概览
What is Workflow Orchestrator MCP Server?
An AI-powered MCP server that manages and executes complex, dynamic workflows using a Large Language Model for intelligent decision-making. It is designed for developers who need adaptable, non-linear workflows within MCP-compatible clients like Cline.
How to use Workflow Orchestrator MCP Server?
Install dependencies with uv sync, set required environment variables (WORKFLOW_DEFINITIONS_DIR, WORKFLOW_DB_PATH, GEMINI_MODEL_NAME), then run uv run python -m orchestrator_mcp_server or the orchestrator-mcp-server command. The server exposes MCP tools: list_workflows, start_workflow, get_workflow_status, advance_workflow, resume_workflow. Workflows are defined as Markdown files in the configured definitions directory.
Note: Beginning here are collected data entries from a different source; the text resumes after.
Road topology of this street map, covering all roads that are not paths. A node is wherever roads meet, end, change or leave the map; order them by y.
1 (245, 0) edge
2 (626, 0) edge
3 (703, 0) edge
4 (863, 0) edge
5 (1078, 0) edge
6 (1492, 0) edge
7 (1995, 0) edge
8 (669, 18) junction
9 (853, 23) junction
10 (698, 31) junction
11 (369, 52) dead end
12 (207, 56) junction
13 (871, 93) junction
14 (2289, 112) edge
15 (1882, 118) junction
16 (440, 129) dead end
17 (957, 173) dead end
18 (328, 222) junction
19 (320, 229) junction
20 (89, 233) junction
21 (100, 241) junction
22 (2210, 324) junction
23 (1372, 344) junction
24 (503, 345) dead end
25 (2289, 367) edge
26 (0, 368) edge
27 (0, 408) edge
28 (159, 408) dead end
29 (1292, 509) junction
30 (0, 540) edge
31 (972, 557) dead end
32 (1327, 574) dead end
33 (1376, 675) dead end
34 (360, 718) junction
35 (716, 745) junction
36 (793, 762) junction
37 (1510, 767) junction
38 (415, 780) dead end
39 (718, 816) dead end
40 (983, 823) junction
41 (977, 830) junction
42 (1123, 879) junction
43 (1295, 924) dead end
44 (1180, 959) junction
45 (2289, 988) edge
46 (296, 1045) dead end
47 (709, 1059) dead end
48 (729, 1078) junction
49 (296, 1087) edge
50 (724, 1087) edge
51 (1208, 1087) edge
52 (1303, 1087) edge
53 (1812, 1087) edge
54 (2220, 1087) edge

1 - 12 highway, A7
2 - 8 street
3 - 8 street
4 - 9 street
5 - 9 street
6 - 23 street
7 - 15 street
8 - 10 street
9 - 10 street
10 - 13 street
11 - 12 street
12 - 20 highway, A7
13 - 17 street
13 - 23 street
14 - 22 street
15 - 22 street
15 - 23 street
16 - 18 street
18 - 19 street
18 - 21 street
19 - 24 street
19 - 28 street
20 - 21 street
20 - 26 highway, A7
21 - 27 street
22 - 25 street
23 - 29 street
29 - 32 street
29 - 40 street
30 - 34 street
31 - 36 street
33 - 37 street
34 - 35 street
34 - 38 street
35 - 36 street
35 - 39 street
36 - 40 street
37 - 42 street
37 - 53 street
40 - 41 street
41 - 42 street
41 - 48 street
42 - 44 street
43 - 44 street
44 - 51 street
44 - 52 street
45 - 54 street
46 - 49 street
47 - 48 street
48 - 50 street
Key features of Workflow Orchestrator MCP Server?
- AI-driven decisions for dynamic branching and error handling.
- Workflows and steps defined in human-readable Markdown.
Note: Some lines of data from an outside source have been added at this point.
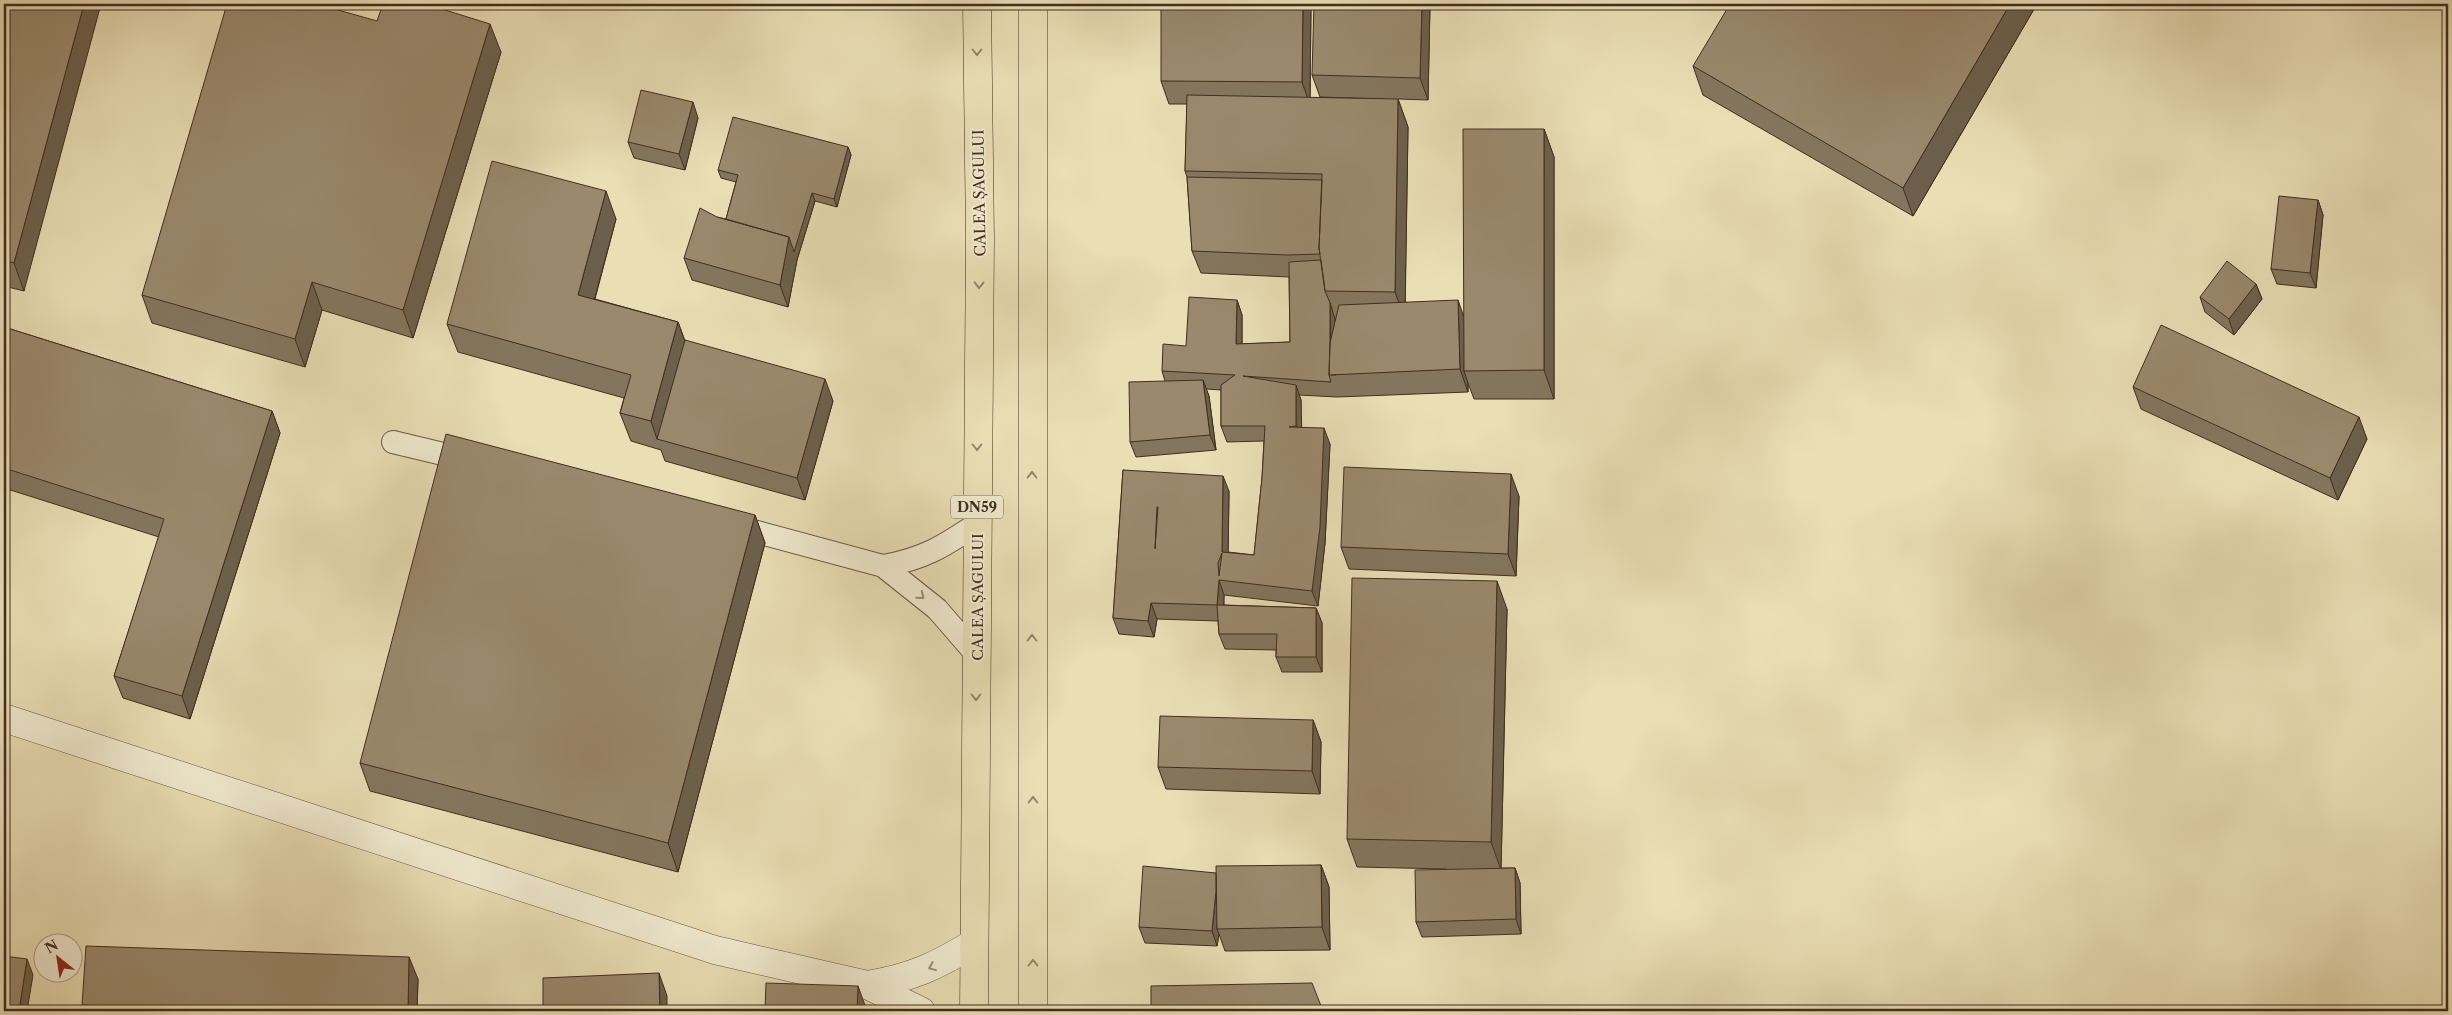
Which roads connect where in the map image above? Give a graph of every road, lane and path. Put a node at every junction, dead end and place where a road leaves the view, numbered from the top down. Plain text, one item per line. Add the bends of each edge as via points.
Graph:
1 (977, 4) edge
2 (1033, 4) edge
3 (393, 442) dead end
4 (490, 466) edge
5 (712, 521) edge
6 (977, 524) junction
7 (883, 566) junction
8 (976, 654) junction
9 (4, 718) edge
10 (974, 943) junction
11 (867, 985) junction
12 (921, 1011) edge
13 (974, 1011) edge
14 (1033, 1011) edge

1 -> 6 main road, CALEA ȘAGULUI / DN59 via 980,239
14 -> 2 main road
3 - 4 lane
5 - 7 lane
6 - 7 lane via 940,548 910,562
6 - 8 main road, CALEA ȘAGULUI / DN59
7 -> 8 lane via 937,609
8 -> 10 main road, CALEA ȘAGULUI / DN59
9 - 11 street via 715,950
10 -> 11 street via 938,965 898,980
10 - 13 main road, CALEA ȘAGULUI / DN59
11 - 12 street

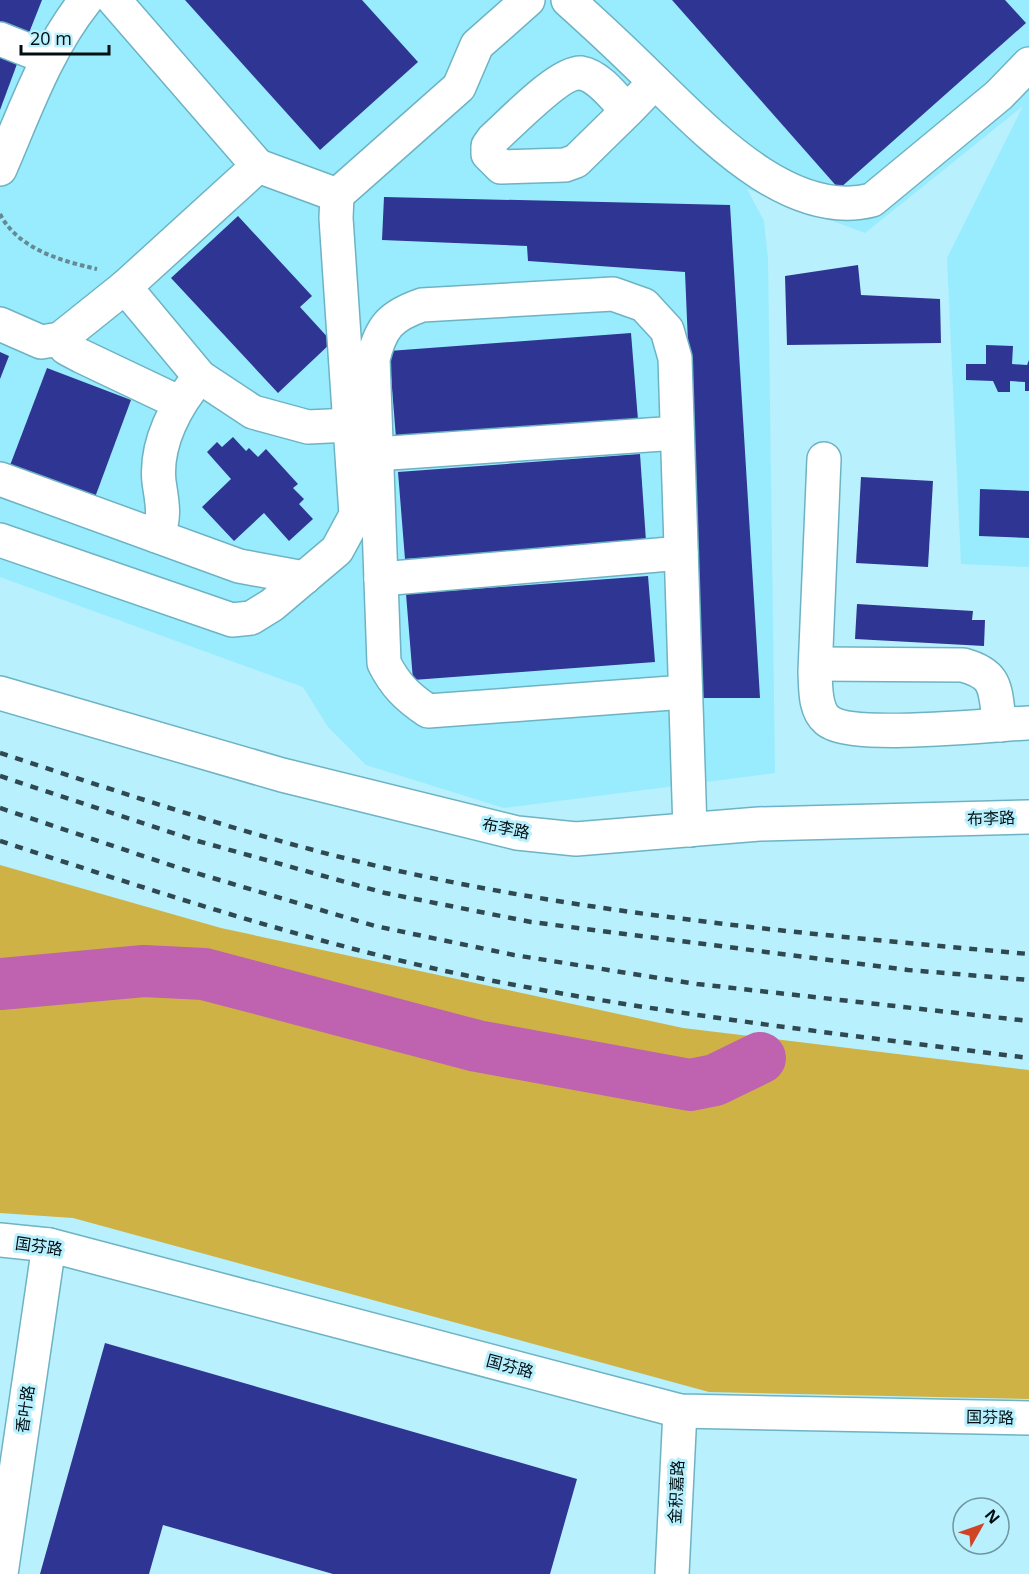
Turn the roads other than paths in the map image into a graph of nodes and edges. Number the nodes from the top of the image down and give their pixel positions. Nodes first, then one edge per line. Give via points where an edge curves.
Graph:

- Persistent state stored in a local SQLite database.
- Resumption of interrupted workflows with state reconciliation.
- Reusable, modular step definitions.
- Human-readable and editable workflow definitions.
Use cases of Workflow Orchestrator MCP Server?
- Automating multi-step code review and refactoring processes.
- Managing long-running task pipelines that can be paused and resumed.
- Creating adaptable GitLab issue analysis workflows.
- Generating commit suggestions or jokes with dynamic AI steps.
- Building custom orchestration logic for data processing or CI/CD.
FAQ from Workflow Orchestrator MCP Server
How is the server configured?
Configuration is done via environment variables: WORKFLOW_DEFINITIONS_DIR (path to Markdown workflow files), WORKFLOW_DB_PATH (path to SQLite database), GEMINI_MODEL_NAME (e.g., `gemini-2.